### EXERCISE GOAL:
Lift out all lines below that contain "Fruet".

*** EXERCISE MATERIAL

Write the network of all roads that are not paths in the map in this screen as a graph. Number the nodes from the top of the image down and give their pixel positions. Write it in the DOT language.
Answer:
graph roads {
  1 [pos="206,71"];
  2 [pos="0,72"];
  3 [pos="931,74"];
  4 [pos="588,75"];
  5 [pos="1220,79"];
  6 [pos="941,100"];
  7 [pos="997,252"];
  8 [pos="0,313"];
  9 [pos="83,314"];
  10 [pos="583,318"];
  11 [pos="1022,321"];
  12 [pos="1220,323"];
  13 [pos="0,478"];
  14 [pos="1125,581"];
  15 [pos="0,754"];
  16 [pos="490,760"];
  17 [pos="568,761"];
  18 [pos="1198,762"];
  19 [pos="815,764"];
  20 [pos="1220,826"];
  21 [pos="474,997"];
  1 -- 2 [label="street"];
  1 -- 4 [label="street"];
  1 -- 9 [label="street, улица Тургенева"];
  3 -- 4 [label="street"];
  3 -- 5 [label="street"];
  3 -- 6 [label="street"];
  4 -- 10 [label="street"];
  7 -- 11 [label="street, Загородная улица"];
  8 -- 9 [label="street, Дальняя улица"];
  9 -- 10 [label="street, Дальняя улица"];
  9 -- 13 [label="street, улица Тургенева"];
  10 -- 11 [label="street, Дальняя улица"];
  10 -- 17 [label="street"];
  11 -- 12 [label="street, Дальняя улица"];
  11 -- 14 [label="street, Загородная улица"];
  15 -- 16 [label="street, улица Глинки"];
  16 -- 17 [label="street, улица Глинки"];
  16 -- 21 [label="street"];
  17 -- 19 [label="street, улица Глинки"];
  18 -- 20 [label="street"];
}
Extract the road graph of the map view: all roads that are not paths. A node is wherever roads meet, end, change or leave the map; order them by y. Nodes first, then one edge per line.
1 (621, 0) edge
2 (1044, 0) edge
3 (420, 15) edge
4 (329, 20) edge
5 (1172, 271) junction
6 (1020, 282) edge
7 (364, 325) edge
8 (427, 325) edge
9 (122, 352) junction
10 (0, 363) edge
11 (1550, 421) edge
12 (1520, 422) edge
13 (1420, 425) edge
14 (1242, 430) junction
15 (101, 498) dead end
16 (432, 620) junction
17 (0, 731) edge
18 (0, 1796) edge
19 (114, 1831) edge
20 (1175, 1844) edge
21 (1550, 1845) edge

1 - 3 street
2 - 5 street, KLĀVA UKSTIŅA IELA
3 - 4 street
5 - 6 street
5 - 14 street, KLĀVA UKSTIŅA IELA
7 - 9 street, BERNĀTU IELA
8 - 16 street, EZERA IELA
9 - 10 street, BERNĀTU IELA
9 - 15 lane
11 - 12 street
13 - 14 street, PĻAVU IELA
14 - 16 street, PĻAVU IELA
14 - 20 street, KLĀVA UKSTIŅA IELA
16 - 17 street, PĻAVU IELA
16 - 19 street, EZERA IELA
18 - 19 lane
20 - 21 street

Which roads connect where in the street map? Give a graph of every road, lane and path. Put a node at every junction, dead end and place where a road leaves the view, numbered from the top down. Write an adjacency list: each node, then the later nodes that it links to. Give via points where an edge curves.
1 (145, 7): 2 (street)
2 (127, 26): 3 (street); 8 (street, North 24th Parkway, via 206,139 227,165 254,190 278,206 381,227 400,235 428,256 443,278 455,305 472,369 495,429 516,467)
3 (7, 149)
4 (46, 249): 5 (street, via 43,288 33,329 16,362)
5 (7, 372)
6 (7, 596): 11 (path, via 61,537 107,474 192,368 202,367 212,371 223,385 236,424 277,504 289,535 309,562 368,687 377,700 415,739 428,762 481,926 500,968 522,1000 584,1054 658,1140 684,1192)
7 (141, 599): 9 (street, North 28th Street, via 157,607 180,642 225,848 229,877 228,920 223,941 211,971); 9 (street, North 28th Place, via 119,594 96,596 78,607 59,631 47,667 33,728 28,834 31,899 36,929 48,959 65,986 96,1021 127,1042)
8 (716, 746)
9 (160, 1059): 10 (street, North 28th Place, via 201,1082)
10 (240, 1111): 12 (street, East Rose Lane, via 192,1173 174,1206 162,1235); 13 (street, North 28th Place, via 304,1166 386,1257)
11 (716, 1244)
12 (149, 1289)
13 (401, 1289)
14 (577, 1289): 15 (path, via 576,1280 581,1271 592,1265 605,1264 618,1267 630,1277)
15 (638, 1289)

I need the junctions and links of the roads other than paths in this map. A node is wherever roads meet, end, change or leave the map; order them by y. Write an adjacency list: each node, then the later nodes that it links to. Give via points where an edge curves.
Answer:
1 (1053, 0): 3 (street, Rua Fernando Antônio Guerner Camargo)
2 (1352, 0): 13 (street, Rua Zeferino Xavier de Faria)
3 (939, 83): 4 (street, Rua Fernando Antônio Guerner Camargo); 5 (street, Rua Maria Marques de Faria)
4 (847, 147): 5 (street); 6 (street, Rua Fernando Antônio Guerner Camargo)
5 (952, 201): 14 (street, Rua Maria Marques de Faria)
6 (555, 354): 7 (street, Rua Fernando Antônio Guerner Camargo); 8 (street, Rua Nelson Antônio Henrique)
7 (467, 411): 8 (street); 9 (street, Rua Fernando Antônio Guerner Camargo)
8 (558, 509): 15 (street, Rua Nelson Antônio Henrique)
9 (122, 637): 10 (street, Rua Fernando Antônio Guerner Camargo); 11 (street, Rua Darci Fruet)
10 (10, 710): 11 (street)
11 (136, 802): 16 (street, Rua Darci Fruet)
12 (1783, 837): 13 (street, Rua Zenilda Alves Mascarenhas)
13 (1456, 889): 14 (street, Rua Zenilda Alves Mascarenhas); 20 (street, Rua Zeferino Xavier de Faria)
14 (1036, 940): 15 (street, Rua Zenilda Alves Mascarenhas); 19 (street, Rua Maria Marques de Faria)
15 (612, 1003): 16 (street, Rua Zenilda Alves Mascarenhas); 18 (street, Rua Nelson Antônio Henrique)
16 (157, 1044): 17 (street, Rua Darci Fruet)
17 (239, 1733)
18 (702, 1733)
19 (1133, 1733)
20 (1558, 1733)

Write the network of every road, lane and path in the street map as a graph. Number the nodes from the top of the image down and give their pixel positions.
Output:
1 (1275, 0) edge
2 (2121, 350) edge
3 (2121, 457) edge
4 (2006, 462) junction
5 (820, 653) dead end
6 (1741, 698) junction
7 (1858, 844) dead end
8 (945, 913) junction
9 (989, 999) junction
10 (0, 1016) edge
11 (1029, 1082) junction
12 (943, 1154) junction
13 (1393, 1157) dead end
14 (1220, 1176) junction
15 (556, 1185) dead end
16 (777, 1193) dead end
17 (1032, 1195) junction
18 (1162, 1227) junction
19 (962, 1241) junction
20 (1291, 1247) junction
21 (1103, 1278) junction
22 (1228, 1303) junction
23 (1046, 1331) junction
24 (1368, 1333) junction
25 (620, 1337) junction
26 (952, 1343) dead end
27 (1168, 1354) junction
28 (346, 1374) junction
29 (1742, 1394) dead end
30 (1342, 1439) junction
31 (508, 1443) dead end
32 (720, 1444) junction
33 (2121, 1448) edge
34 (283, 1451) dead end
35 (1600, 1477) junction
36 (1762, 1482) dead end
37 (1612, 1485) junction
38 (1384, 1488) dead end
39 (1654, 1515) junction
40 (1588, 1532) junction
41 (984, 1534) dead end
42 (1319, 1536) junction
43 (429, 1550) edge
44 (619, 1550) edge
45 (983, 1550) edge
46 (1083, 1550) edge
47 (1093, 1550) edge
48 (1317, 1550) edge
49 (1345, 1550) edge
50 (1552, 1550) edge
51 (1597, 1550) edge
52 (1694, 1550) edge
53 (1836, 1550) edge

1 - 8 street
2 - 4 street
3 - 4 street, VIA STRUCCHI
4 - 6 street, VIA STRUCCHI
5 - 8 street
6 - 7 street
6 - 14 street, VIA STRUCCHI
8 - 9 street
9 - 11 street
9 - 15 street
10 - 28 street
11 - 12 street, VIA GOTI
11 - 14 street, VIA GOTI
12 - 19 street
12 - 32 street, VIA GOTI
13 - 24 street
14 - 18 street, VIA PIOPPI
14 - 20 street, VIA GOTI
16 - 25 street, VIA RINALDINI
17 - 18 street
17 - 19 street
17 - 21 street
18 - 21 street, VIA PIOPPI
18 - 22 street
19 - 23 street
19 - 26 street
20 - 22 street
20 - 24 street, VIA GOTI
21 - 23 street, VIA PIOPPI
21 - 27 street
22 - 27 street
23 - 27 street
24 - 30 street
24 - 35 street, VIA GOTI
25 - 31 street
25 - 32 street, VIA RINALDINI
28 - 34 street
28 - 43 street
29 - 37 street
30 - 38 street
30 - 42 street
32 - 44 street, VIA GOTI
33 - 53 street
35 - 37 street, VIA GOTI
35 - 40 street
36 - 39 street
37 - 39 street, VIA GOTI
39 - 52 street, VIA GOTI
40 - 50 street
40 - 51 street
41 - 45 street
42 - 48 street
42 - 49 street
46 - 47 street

******

### TASK OUTPUT:
9 (122, 637): 10 (street, Rua Fernando Antônio Guerner Camargo); 11 (street, Rua Darci Fruet)
11 (136, 802): 16 (street, Rua Darci Fruet)
16 (157, 1044): 17 (street, Rua Darci Fruet)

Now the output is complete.